**DATA EXTRACT**.
§ §

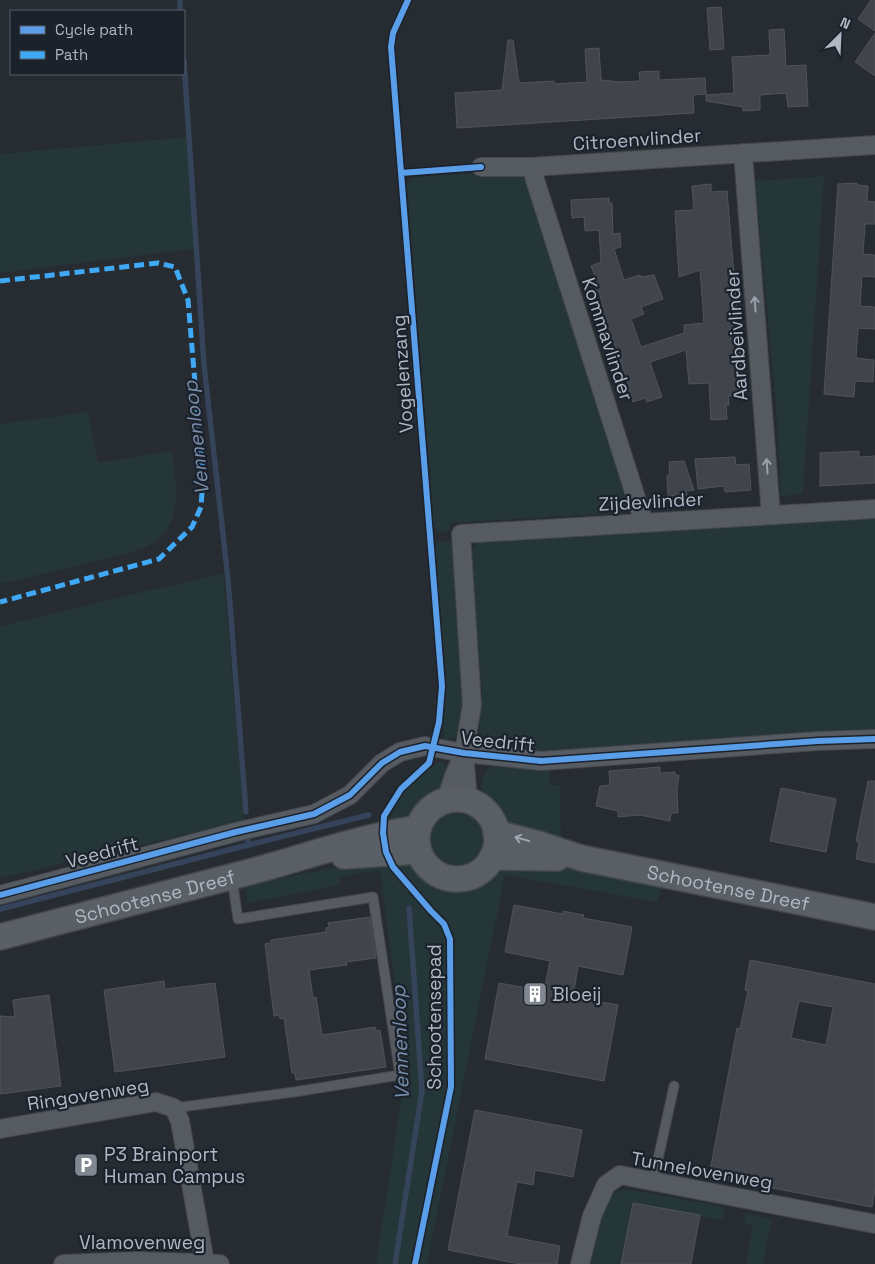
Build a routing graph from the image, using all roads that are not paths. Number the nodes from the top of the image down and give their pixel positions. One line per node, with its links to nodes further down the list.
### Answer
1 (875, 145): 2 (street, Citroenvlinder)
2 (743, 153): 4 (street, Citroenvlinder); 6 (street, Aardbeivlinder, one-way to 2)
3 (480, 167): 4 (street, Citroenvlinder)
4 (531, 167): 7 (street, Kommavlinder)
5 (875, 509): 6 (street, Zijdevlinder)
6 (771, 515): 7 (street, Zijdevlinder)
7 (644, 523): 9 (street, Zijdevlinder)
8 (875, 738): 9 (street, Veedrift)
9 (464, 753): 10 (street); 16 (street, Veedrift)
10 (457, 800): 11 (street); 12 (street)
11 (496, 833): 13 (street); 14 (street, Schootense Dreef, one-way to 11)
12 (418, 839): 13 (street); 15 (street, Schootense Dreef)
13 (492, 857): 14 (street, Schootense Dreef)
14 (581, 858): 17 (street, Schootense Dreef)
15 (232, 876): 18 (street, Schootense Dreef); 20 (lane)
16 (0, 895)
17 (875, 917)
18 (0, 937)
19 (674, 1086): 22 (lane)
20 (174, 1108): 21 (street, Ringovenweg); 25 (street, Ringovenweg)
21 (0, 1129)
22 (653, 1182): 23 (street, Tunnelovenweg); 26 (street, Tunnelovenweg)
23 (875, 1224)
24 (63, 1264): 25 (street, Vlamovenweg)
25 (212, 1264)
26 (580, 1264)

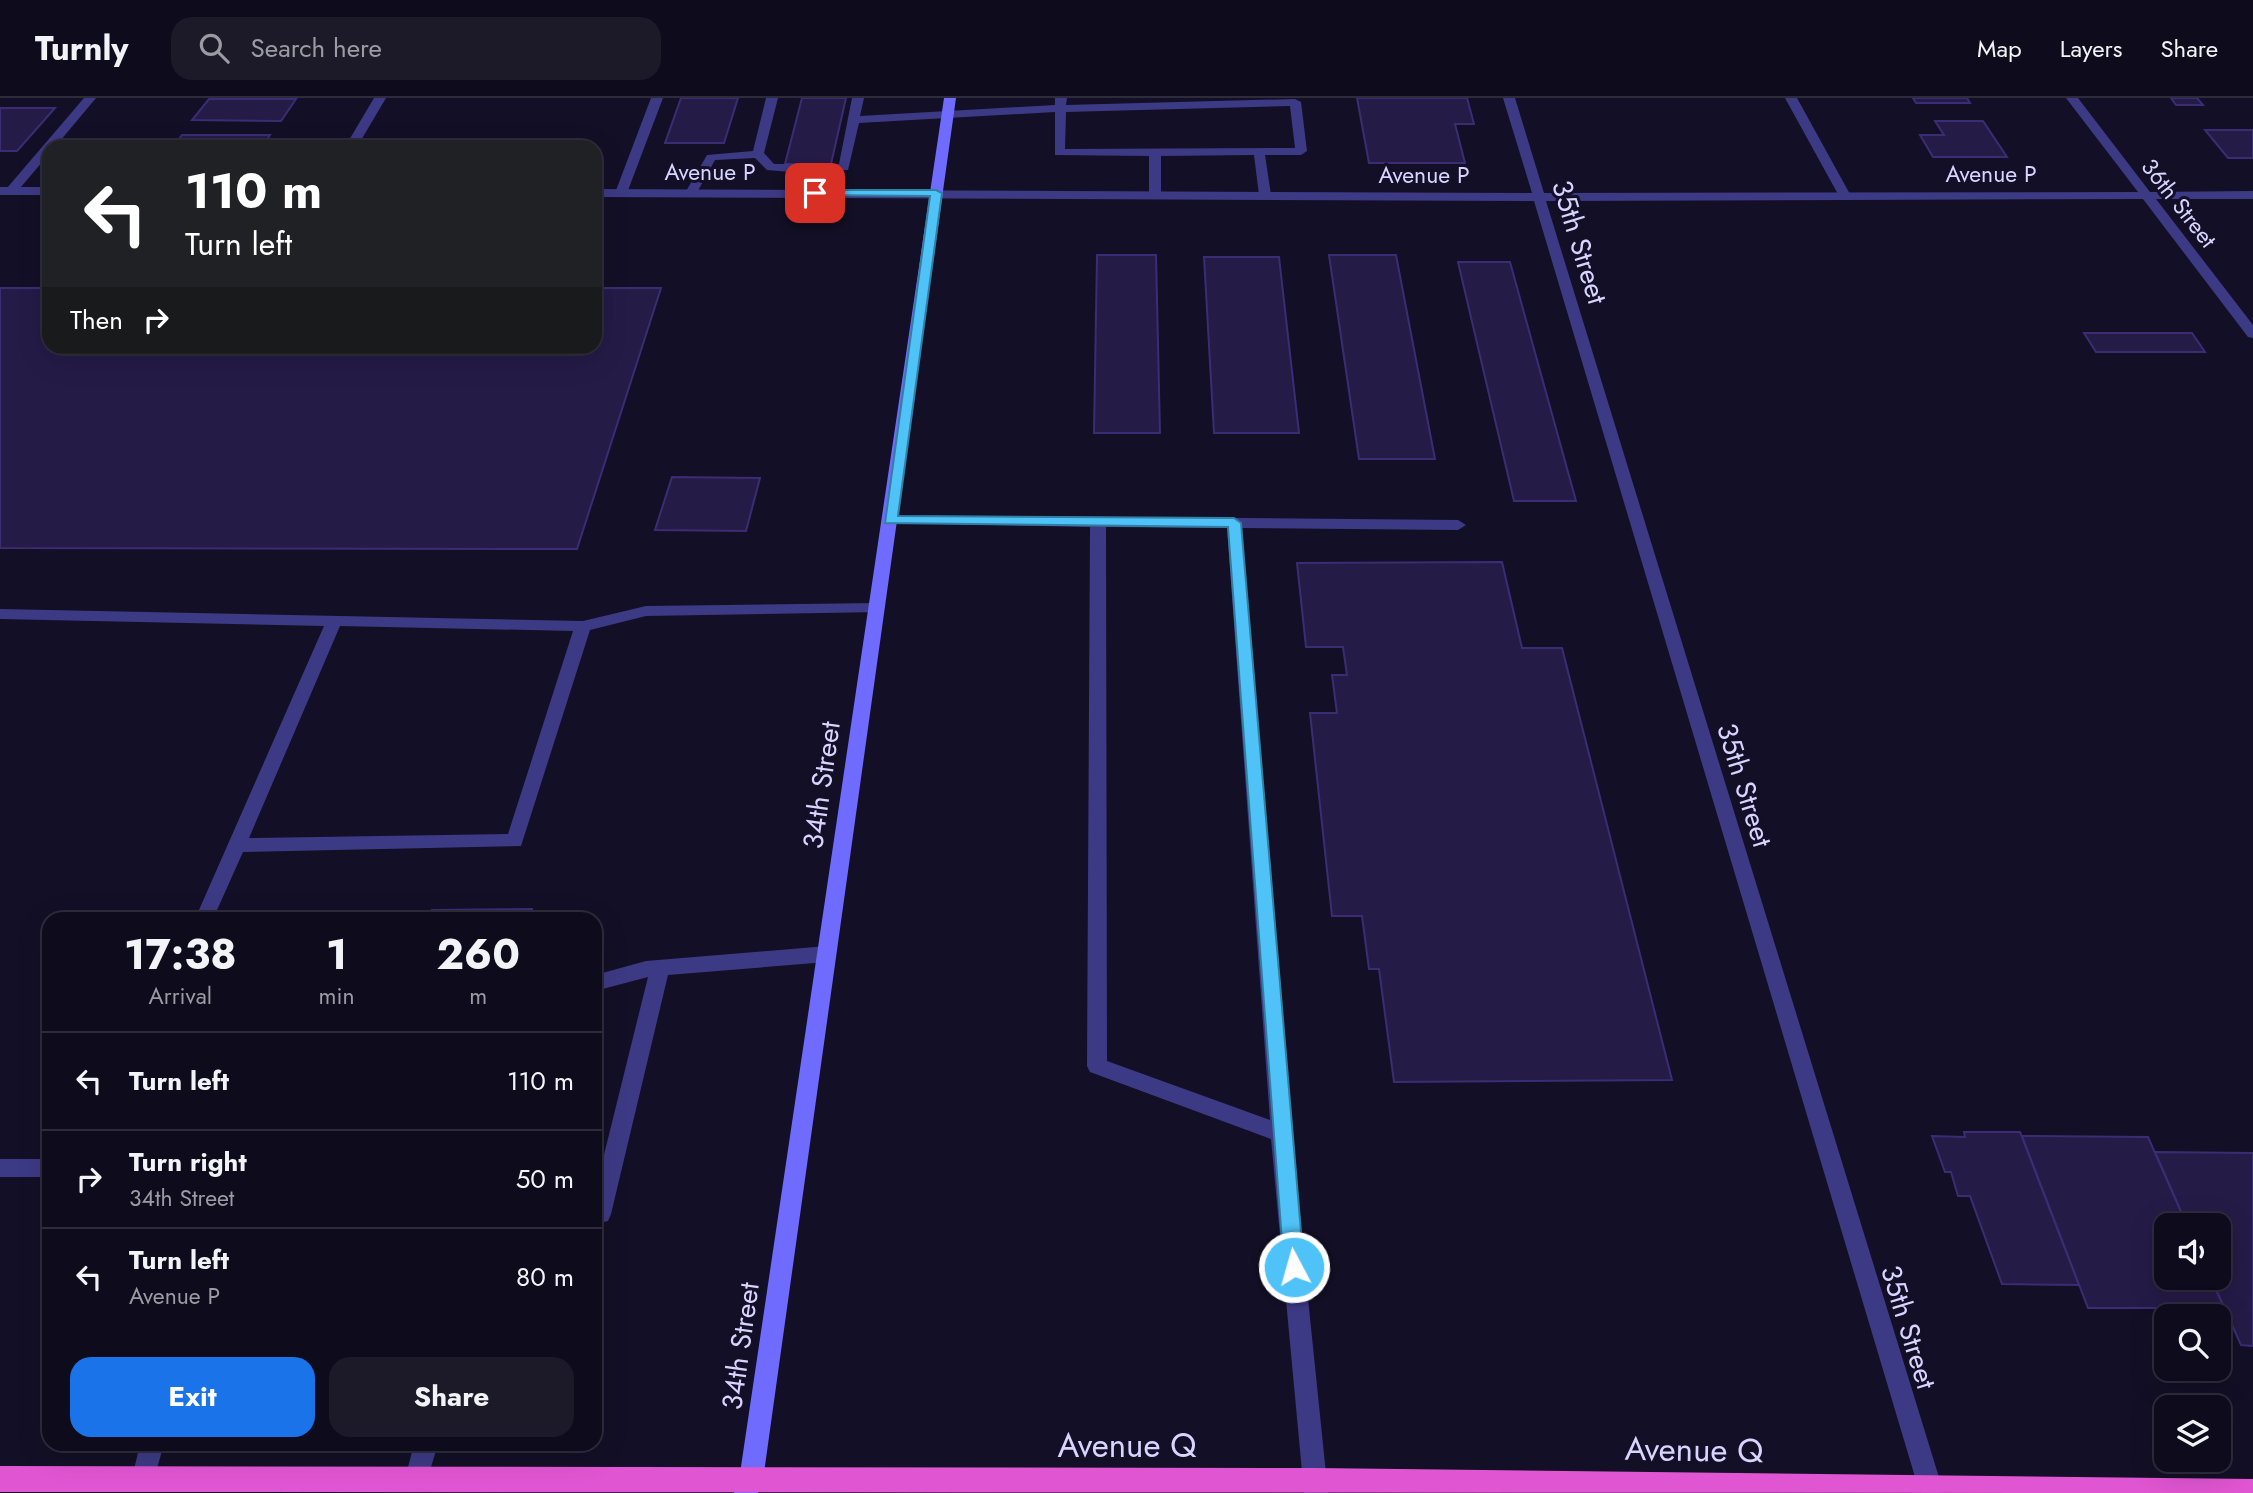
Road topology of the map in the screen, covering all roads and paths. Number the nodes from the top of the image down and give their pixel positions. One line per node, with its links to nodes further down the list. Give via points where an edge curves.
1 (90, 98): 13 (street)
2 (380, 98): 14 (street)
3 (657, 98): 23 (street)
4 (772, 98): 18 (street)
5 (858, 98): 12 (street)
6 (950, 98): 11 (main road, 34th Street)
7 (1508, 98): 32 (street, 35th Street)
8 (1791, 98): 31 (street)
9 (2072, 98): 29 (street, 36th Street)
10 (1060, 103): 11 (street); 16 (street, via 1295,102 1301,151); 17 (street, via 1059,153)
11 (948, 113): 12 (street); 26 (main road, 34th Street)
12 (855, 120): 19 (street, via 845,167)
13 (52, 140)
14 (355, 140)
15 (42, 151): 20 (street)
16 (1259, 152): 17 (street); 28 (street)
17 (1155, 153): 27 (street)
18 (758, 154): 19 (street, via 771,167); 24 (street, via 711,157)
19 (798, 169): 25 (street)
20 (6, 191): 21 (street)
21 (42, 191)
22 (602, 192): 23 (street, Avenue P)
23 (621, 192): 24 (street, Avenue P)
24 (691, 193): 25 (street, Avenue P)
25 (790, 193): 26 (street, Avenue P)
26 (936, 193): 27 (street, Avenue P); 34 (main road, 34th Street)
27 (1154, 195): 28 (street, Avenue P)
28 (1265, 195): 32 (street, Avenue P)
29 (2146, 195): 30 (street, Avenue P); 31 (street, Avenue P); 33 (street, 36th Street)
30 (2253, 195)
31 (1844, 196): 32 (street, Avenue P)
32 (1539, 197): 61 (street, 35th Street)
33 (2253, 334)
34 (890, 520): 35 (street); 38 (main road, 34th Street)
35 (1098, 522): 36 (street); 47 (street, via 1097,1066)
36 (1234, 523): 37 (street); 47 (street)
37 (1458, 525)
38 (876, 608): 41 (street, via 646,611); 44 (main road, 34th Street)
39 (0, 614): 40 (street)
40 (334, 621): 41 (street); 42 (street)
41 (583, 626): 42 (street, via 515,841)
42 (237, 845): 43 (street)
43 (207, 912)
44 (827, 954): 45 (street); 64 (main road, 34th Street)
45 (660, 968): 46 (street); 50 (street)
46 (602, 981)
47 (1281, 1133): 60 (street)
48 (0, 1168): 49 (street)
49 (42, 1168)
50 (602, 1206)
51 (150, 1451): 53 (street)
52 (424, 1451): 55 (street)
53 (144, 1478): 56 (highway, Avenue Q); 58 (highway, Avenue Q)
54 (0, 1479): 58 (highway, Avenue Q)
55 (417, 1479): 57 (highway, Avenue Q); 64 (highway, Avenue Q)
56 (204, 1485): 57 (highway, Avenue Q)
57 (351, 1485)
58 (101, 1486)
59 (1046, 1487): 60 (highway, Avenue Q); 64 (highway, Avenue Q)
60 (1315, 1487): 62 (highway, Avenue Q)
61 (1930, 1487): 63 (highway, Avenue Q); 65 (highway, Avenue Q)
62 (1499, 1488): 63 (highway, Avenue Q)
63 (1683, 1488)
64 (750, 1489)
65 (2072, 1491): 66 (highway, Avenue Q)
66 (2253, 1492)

§ §

**PROBLEM DESCRIPTION**. When the string "image" appears in a line of the records above, that line is to be copied.

**SOLUTION FOR THIS TASK**.
Build a routing graph from the image, using all roads that are not paths. Number the nodes from the top of the image down and give their pixel positions. One line per node, with its links to nodes further down the list.
Road topology of the map in the screen, covering all roads and paths. Number the nodes from the top of the image down and give their pixel positions. One line per node, with its links to nodes further down the list. Give via points where an edge curves.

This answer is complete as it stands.